Learning Segment Similarity and Alignment in Large-Scale Content Based Video Retrieval

With the explosive growth of web videos in recent years, large-scale Content-Based Video Retrieval (CBVR) becomes increasingly essential in video filtering, recommendation, and copyright protection. Segment-level CBVR (S-CBVR) locates the start and end time of similar segments in finer granularity, which is beneficial for user browsing efficiency and infringement detection especially in long video scenarios. The challenge of S-CBVR task is how to achieve high temporal alignment accuracy with efficient computation and low storage consumption. In this paper, we propose a Segment Similarity and Alignment Network (SSAN) in dealing with the challenge which is firstly trained end-to-end in S-CBVR. SSAN is based on two newly proposed modules in video retrieval: (1) An efficient Self-supervised Keyframe Extraction (SKE) module to reduce redundant frame features, (2) A robust Similarity Pattern Detection (SPD) module for temporal alignment. In comparison with uniform frame extraction, SKE not only saves feature storage and search time, but also introduces comparable accuracy and limited extra computation time. In terms of temporal alignment, SPD localizes similar segments with higher accuracy and efficiency than existing deep learning methods. Furthermore, we jointly train SSAN with SKE and SPD and achieve an end-to-end improvement.
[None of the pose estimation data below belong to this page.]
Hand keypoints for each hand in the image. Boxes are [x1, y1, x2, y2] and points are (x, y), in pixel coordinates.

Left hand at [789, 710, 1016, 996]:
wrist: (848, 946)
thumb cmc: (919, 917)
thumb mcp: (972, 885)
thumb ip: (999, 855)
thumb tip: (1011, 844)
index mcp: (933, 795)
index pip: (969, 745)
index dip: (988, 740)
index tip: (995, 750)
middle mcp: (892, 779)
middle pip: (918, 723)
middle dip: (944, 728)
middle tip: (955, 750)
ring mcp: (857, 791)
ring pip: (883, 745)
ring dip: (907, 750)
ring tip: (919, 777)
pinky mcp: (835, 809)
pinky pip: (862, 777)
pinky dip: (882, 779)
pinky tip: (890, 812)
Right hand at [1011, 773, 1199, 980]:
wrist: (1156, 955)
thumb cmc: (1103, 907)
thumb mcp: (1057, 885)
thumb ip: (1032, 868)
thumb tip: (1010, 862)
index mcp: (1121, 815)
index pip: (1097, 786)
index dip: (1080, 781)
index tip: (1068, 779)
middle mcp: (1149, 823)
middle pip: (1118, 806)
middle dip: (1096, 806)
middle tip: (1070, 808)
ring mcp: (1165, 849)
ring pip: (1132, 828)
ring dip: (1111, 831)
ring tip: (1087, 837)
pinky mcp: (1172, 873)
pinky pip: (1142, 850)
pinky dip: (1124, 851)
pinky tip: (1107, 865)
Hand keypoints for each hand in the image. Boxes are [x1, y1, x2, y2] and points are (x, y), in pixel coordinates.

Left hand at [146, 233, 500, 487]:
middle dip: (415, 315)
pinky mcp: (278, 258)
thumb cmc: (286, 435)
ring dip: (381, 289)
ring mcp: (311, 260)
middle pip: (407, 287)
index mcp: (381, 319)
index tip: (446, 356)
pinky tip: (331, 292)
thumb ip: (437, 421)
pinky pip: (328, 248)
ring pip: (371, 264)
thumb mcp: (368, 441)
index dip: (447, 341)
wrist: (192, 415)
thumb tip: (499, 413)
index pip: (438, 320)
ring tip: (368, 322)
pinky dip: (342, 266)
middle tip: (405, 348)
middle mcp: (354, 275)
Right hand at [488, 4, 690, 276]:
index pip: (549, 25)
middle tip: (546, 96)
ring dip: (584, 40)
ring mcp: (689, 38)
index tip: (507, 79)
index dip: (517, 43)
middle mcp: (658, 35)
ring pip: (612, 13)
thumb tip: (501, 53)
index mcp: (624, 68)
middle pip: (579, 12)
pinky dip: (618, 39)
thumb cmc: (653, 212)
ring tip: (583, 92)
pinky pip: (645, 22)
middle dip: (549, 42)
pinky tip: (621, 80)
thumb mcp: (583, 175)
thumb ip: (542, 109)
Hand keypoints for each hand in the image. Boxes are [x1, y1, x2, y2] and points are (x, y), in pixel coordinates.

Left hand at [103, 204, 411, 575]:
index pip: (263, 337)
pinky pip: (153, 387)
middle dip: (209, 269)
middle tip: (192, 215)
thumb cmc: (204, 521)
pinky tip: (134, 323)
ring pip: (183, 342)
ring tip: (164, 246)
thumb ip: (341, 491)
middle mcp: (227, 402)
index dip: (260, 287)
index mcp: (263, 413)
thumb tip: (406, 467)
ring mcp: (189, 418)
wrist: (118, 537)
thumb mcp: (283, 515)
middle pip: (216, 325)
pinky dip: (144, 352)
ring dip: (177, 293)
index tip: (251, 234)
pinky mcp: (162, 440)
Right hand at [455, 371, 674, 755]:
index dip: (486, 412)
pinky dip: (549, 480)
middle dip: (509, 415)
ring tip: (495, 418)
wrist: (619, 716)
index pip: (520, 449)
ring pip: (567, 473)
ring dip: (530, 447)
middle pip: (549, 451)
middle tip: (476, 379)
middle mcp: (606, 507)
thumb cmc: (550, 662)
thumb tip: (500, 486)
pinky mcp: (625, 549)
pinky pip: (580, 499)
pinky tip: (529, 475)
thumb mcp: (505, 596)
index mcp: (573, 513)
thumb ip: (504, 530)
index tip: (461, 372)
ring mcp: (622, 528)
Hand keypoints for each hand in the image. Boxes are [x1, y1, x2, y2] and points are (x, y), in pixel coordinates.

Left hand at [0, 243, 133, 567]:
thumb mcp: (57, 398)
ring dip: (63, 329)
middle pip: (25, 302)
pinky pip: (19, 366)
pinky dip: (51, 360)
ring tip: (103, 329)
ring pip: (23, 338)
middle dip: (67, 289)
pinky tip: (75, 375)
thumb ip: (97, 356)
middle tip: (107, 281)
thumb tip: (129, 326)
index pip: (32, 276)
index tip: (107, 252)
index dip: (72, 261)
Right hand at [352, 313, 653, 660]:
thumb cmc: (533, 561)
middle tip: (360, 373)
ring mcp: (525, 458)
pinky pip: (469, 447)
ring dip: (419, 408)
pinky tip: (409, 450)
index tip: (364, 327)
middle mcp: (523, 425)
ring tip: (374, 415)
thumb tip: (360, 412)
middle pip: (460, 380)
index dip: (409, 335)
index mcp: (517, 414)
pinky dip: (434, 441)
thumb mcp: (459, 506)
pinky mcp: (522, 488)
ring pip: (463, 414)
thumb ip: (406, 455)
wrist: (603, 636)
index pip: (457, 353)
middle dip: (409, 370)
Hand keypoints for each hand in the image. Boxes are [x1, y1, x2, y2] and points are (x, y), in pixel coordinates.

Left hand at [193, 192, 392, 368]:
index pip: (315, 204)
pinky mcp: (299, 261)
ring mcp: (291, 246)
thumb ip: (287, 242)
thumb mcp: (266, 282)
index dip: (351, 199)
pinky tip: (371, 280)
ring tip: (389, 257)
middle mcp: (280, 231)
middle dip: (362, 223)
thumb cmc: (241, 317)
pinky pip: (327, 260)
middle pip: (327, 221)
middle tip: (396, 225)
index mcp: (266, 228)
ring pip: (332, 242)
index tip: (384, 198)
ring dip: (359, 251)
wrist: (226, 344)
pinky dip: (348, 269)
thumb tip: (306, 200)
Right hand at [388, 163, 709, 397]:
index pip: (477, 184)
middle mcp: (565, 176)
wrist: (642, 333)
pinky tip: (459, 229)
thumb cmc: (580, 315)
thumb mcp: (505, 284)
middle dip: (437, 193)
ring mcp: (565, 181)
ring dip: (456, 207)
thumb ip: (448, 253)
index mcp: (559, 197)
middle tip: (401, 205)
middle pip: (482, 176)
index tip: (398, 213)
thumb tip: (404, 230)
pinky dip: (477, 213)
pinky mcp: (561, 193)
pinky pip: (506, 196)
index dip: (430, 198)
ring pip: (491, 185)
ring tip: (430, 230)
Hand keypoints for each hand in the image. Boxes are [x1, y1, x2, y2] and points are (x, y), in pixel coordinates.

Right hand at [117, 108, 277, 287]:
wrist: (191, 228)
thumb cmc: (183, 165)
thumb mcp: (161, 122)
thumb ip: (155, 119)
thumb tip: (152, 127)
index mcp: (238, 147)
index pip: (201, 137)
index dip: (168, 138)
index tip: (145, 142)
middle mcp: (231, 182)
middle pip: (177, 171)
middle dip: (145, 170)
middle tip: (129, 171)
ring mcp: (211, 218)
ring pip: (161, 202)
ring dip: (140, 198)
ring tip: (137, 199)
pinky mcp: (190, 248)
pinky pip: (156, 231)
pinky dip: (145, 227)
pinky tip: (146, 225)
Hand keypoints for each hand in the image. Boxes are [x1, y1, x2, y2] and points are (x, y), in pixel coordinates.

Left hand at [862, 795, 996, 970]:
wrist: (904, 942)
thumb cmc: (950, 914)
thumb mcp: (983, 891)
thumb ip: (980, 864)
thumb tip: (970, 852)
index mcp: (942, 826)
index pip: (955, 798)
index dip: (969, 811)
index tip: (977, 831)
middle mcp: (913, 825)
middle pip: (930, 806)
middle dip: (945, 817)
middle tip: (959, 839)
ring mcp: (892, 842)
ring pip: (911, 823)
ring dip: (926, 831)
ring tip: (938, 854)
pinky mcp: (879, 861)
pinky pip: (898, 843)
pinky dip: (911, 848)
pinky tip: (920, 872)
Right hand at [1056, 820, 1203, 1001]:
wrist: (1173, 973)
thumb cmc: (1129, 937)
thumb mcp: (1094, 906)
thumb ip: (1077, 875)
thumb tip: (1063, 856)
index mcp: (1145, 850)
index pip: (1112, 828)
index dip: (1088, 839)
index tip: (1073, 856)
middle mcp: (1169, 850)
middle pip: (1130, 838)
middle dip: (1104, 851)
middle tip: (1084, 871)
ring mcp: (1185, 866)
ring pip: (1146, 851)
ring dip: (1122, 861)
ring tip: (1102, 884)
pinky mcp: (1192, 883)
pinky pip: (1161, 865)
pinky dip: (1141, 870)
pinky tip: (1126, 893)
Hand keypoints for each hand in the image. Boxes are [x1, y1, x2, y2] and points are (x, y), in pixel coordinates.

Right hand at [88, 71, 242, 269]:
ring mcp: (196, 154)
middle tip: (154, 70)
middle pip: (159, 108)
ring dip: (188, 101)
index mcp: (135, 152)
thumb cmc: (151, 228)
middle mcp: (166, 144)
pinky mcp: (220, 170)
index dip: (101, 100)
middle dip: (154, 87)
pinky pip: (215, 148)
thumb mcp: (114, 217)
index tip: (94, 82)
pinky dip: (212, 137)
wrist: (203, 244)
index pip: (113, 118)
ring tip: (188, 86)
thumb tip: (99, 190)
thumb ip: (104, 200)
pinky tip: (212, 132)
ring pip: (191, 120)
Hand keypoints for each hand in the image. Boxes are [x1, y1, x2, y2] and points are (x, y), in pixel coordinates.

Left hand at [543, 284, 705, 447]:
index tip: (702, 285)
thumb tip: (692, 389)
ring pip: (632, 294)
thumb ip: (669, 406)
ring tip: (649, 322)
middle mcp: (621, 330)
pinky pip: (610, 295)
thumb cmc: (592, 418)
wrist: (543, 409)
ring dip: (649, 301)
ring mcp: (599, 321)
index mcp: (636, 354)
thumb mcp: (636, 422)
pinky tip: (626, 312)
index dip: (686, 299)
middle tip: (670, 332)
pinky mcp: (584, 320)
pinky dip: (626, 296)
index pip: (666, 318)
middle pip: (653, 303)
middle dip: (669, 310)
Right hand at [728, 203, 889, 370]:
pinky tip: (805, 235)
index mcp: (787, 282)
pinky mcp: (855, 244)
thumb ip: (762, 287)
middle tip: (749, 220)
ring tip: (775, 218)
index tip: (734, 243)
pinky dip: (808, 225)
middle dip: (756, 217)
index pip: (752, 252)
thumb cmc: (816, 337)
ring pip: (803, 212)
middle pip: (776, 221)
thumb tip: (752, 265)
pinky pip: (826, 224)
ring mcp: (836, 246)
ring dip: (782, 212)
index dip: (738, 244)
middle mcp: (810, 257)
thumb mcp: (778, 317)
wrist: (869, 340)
Meanwhile, the two key modules SKE and SPD can also be effectively inserted into other video retrieval pipelines and gain considerable performance improvements. Experimental results on public datasets show that SSAN can obtain higher alignment accuracy while saving storage and online query computational cost compared to existing methods.

翻译：近年来，随着网络视频的爆炸式增长，大规模基于内容的视频检索（CBVR）在视频过滤、推荐和版权保护中变得日益重要。片段级CBVR（S-CBVR）以更细粒度定位相似片段的起始和结束时间，这对提升用户浏览效率及侵权检测尤为有益，尤其在长视频场景中。S-CBVR任务的挑战在于如何在高计算效率与低存储消耗下实现高时间对齐精度。本文提出了一种片段相似性与对齐网络（SSAN）以应对该挑战，该网络首次在S-CBVR中实现了端到端训练。SSAN基于视频检索中两个新提出的模块：（1）高效的自监督关键帧提取（SKE）模块，用于减少冗余帧特征；（2）鲁棒的相似性模式检测（SPD）模块，用于时间对齐。与均匀帧提取相比，SKE不仅节省了特征存储和搜索时间，还引入了相当的精度和有限的计算时间开销。在时间对齐方面，SPD能以比现有深度学习方法更高的精度和效率定位相似片段。此外，我们通过联合训练SKE与SPD实现了SSAN的端到端优化。同时，SKE和SPD这两个关键模块也可有效集成到其他视频检索流程中，并获得显著的性能提升。在公开数据集上的实验结果表明，与现有方法相比，SSAN能在节省存储和在线查询计算成本的同时，获得更高的对齐精度。